Efendiler, bilirsiniz ki, hayat demek, mücadele, çarpışma demektir. Hayatta başarı, mutlaka mücadelede başarıyla mümkündür.
Bu da, manen ve maddeten kuvvete, kudrete dayanır bir şeydir.
Bir de, insanların meşgul olduğu bütün meseleler, maruz kaldığı bütün tehlikeler, elde ettiği başarılar, ortaklaşa, genel bir mücadelenin dalgaları içinden doğa gelmiştir.
Nutuk
Bu pek mühim ve büyük teşebbüste asıl hedef İngilizleri Hindistan'da vurmak olmasına göre, Türkistan ve bilhassa Afganistan'da belki maksada kafi askeri kuvvetler vücuda getirmek için evvelemirde pek ciddi milli teşkilat meydana getirilmesi lüzumunu ben de takdir eder ve bu hususta buraca icrası mümkün olan yardımın yapılmasını bittabi canı yürekten arzu eylerim.
Ancak dört taraftan düşmanla kuşatılmış olan asıl anavatanın müdafaası işlerine her şeyden evvel bağlı olmak ve ihtimam etmek açık lüzumu ve malum hadiseler üzerine İstanbul'dan buraya gelebilen subayların adedi ise ihtiyaca ancak kafi olduğundan şimdilik o konudaki yüksek arzularının kabulüne ne yazık ki maddi imkan görülememiştir.
Atatürk'ün Taşkent'te bulunan Cemal Paşa'ya yolladığı telgraf
Bugün Rize'den ayrıldığım sırada Rize ve Atina müftülerinin temsil ettiği bir hoca heyeti, bütün memleket ve civar halkı önünde kapattırılan medreselerin açılmasını dilekçeyle talep ettiler.
Dilekçeyi okuduktan sonra çok kızdım. Yüksek ve şiddetli bir sesle kendilerini azarladım ve memleketin, milletin şimdiye kadar felaketi sebeplerinin kendileri olduğuna işaret ettim.
Bütün halk ve mektep talebesi "bravo!" sesleri ve heyecanlı alkışlarla karşıladılar.

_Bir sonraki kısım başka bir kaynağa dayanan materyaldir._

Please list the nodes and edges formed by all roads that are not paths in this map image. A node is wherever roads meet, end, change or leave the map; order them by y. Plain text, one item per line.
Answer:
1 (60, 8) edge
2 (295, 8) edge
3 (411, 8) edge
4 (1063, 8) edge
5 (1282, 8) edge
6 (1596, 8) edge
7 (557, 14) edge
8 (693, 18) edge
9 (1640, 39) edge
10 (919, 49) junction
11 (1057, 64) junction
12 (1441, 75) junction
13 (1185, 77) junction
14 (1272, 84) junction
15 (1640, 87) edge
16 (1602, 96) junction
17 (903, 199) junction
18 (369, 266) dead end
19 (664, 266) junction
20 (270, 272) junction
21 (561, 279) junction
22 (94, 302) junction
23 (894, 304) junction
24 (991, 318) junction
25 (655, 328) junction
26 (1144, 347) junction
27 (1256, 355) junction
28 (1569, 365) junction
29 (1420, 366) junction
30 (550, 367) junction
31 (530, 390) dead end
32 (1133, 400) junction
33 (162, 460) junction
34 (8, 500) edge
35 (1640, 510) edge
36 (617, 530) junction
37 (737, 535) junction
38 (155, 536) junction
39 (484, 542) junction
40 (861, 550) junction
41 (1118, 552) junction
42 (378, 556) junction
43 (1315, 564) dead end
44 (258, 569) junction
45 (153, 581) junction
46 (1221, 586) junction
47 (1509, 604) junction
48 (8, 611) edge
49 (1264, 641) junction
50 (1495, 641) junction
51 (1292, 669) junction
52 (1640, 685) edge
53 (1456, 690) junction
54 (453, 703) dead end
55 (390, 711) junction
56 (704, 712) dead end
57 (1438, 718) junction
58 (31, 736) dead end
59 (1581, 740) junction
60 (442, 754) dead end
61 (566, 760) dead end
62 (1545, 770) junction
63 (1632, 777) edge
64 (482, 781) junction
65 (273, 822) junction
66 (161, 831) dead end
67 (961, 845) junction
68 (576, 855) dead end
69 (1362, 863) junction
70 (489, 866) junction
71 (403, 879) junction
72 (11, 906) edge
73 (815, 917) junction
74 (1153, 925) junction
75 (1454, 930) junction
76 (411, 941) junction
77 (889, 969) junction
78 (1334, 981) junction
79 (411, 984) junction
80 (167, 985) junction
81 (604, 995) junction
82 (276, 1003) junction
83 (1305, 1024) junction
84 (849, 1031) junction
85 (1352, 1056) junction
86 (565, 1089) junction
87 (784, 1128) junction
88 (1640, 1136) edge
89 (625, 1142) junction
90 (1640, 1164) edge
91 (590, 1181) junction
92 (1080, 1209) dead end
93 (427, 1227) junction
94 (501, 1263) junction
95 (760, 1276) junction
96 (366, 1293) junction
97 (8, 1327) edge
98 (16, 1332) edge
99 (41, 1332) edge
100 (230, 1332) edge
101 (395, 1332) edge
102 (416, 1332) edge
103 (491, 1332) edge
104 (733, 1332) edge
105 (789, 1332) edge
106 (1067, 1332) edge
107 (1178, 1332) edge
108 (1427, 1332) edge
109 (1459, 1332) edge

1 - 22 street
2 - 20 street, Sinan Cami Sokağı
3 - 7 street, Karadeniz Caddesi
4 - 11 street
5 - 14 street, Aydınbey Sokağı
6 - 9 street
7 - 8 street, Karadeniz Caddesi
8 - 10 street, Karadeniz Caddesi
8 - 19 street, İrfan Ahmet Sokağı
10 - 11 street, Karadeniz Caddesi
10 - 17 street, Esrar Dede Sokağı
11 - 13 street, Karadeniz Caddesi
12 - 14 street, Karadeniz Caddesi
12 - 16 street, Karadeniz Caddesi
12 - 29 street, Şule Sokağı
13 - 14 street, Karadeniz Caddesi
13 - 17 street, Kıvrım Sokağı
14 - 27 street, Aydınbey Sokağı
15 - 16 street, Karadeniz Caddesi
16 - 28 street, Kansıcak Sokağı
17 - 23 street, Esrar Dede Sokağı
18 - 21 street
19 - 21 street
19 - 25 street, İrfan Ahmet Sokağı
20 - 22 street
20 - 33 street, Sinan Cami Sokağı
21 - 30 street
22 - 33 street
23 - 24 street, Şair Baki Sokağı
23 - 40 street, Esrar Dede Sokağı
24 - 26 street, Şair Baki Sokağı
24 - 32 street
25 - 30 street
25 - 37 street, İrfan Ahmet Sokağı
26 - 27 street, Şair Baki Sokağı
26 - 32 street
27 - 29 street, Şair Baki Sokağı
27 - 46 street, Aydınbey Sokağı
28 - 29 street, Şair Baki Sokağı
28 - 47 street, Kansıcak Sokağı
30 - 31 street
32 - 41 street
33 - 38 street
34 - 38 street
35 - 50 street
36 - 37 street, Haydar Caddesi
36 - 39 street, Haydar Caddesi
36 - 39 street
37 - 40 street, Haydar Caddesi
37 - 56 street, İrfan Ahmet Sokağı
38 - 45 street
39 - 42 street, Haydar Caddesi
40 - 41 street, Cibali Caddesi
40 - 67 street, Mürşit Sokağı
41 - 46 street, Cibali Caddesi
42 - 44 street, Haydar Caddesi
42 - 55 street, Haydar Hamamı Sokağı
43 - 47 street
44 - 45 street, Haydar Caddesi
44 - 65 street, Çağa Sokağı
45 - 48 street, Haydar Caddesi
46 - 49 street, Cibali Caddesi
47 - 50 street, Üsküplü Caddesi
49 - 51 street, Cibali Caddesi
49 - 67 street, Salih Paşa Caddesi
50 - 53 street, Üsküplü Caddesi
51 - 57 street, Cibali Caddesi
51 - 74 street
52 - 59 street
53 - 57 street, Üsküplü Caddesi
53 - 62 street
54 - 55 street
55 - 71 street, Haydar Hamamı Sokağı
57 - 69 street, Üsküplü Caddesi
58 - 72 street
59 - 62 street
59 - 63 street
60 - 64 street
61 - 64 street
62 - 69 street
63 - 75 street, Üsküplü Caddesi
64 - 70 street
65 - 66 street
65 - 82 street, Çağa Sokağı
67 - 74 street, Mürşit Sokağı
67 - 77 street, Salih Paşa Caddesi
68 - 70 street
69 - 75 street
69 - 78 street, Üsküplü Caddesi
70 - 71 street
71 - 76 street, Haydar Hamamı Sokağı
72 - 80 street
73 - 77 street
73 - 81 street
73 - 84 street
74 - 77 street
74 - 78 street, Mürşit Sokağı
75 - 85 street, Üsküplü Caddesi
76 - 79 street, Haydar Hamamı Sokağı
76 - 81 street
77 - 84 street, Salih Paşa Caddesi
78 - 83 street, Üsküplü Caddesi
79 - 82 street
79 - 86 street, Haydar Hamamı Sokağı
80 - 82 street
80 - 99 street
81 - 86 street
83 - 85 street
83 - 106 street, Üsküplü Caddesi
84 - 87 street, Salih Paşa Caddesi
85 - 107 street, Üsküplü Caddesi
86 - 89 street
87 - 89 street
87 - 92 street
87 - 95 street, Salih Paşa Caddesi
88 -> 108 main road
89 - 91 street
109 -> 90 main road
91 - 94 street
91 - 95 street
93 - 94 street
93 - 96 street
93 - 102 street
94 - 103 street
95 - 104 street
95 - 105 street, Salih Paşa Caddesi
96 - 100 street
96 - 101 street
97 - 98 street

Buna karşılık, Rize'deki liseyi canlandırmak elzemdir. Mektep binası ve eğitim aletleri yoktur. Hocaları çok olan bu muhitte ilim ve irfan teşkilatımızın süratle faaliyete başlaması pek lüzumludur.
Burada Osman Ağa'nın oğlu İsmail Bey, yirmi bin liralık bir mektep binası yapmak üzere imiş. Bunu taltif ederek, işin hızlandırılması ve hemen eğitim aletleri göndermek ve fazla alaka göstermek suretiyle, halkın taassuba karşı gösterdiği fiili tezahüre karşılık vermek icap eder.
Atatürk'ün medreselerin açılmasını isteyen hocalar hakkında başbakan İsmet Paşa'ya yazdığı mektup.
* Atina, Rize Pazar'ın eski adıdır.
* Burada bahsedilen "Osman Ağa'nın oğlu İsmail Bey", Topal Osman'ın oğlu İsmail Feridun Bey'dir (Kesin bilgi değil).
Bir muhitte yaşadığım ve his ve fikirde tam uygunluğun varlığı sebebiyle haklarında kalpten muhabbetler beslediğim arkadaşlarımla mümkün olduğu kadar sevgi alışverişinde bulunmayı arzu ettiğim gibi, araya uzaklığın girmesiyle yüzlerini göremediğim ve sözlerini işitmek hazzından mahrum bulunduğum kardeşlerimle de her türlü engele göğüs gererek haberleşmeyi son emelim bilirim.
Zira bence kardeşlik bağı kutsal bir altın bağdır.
Salih, eğer düşündüklerimi tatbik edebilecek zamana sahip olursam, yakında cihanın gözlerini kamaştıracak bir askeri manzara meydana gelecektir.
Atatürk'ün, Büyük Taarruz'dan 15 gün önce yakın arkadaşı Salih Bozok'a söyledikleri.
Büyük Taarruz çok büyük bir riskti. Öyle ki diğer paşalar, Atatürk'ün böyle bir harekata girişmesine hayret etmiş: "Paşam bu kadar tehlikeli bir manevrayla bu savaşı kaybedersek bize vatan haini derler" demişlerdi.
Çok ilginçtir ki Atatürk, Büyük Taarruz'da eski Yunanlı komutan Epaminondas'ın "çarpık düzen" taktiğinin gelişmiş bir versiyonunu kullanmıştı ve Yunanlıları tuzağa düşürmüştü.
Atatürk Epaminondas'ı tanıyordu ama Yunanlılar tanımıyordu.